Your goal:
Search each line of the data for the word "dead"; copy every line where it is found.

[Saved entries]

######

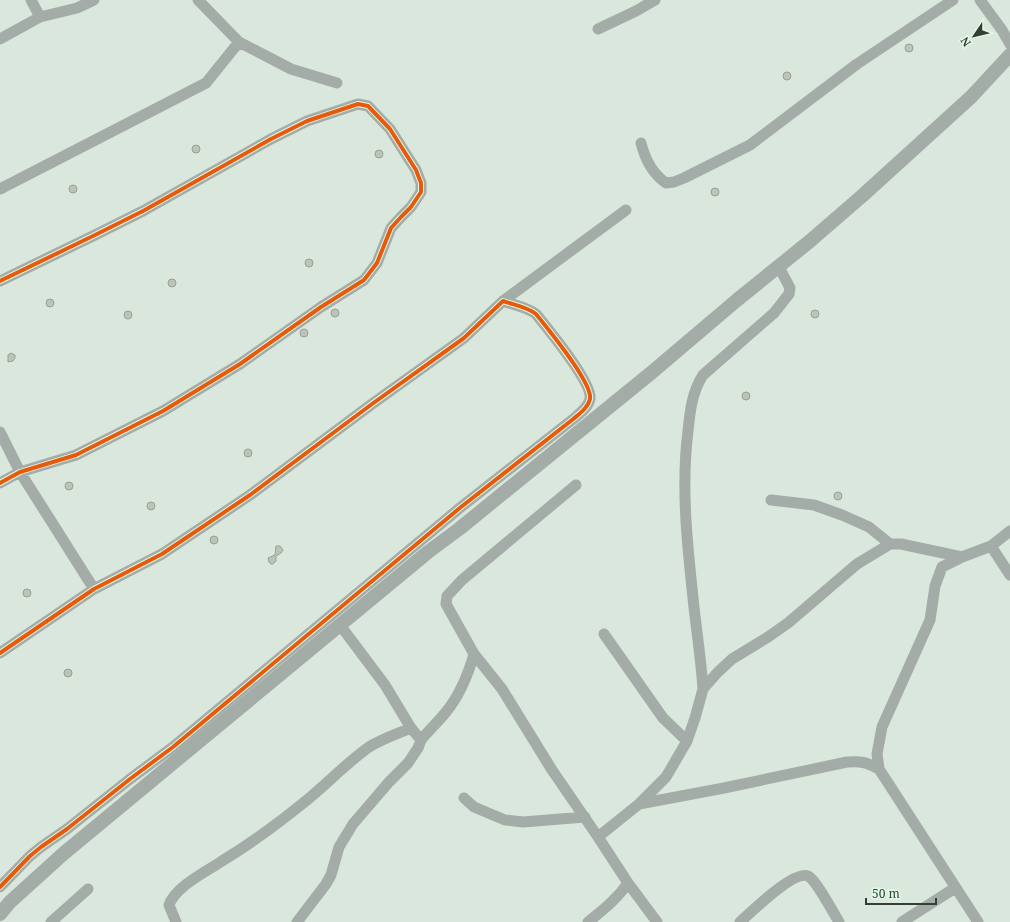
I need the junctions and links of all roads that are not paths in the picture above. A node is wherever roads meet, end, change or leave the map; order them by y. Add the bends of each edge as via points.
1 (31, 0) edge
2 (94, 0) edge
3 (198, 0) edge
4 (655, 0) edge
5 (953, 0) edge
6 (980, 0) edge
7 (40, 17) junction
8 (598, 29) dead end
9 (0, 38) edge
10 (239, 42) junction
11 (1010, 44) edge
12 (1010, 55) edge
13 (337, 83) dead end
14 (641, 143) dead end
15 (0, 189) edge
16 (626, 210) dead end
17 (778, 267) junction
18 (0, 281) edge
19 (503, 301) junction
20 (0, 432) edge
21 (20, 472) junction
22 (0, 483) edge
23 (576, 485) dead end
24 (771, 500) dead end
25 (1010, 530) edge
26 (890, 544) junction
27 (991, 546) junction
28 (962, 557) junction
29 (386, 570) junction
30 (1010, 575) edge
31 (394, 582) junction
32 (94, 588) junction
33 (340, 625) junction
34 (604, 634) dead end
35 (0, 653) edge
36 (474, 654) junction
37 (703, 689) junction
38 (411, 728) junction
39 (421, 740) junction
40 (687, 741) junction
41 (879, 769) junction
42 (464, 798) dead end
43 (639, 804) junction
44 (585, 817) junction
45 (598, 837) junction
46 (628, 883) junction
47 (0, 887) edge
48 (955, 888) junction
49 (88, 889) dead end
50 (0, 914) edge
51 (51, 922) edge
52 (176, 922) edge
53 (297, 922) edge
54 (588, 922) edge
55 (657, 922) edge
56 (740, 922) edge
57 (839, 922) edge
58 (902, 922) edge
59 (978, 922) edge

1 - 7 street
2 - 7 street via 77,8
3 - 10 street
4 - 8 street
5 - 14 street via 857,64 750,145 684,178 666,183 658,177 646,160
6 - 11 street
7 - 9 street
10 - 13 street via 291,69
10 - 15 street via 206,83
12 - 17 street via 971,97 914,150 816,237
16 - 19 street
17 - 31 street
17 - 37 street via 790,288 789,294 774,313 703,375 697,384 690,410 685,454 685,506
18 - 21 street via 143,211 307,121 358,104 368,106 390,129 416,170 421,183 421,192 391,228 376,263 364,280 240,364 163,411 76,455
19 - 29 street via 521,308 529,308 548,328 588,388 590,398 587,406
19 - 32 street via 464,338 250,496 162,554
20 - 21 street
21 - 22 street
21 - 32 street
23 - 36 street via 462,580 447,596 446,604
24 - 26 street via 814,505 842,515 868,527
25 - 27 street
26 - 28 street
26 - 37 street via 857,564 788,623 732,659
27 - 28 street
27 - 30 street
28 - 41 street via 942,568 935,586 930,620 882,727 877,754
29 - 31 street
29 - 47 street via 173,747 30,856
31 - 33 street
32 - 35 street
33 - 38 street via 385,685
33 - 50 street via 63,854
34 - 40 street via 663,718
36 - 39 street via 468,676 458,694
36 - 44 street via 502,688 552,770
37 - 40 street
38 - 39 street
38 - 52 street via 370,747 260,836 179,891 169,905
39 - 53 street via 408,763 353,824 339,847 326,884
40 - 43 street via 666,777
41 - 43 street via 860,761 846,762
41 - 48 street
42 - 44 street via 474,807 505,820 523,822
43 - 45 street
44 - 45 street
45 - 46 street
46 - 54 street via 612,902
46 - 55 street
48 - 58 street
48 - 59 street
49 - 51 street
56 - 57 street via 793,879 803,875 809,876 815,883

######

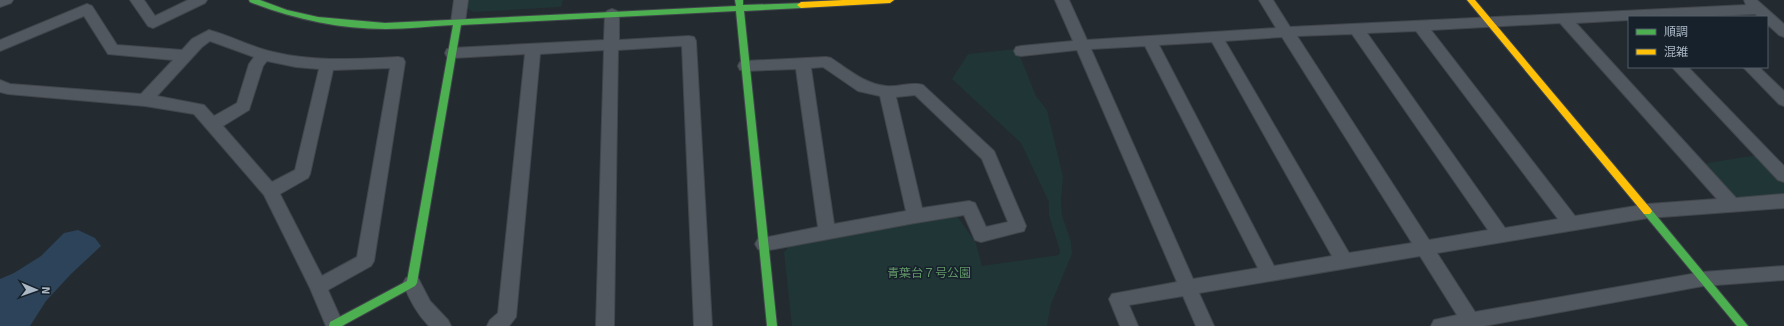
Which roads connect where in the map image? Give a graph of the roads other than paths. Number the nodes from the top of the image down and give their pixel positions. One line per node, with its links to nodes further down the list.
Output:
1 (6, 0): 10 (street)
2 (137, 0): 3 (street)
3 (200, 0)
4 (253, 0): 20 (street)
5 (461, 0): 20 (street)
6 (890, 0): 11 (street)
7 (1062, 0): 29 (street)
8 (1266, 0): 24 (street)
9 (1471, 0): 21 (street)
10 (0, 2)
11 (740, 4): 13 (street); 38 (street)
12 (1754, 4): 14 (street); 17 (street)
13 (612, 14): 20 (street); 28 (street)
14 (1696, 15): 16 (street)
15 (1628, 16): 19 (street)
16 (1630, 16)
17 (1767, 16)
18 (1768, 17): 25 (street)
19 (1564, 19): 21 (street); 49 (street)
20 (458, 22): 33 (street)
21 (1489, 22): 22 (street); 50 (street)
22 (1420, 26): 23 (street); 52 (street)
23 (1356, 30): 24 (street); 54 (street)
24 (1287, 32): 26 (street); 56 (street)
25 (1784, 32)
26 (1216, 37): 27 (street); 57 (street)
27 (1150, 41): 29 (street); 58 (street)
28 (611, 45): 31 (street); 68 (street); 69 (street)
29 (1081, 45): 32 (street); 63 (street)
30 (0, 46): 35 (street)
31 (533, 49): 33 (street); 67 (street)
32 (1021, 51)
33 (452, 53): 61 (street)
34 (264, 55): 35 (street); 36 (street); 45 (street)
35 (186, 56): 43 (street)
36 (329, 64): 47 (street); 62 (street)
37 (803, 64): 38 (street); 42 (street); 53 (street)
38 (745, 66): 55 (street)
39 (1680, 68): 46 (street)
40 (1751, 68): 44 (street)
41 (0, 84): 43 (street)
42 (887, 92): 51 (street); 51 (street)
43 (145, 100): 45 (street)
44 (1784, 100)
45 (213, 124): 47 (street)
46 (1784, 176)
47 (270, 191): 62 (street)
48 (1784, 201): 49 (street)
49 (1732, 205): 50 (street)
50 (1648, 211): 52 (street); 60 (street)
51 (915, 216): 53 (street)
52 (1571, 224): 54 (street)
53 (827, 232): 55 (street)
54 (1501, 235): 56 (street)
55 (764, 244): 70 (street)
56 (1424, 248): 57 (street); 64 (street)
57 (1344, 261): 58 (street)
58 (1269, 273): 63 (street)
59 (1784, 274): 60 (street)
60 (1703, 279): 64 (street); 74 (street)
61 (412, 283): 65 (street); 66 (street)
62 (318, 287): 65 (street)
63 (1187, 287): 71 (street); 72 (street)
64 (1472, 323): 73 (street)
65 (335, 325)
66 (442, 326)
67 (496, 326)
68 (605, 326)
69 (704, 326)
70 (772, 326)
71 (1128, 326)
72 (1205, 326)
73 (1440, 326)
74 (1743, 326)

######

Solution to the problem:
8 (598, 29) dead end
13 (337, 83) dead end
14 (641, 143) dead end
16 (626, 210) dead end
23 (576, 485) dead end
24 (771, 500) dead end
34 (604, 634) dead end
42 (464, 798) dead end
49 (88, 889) dead end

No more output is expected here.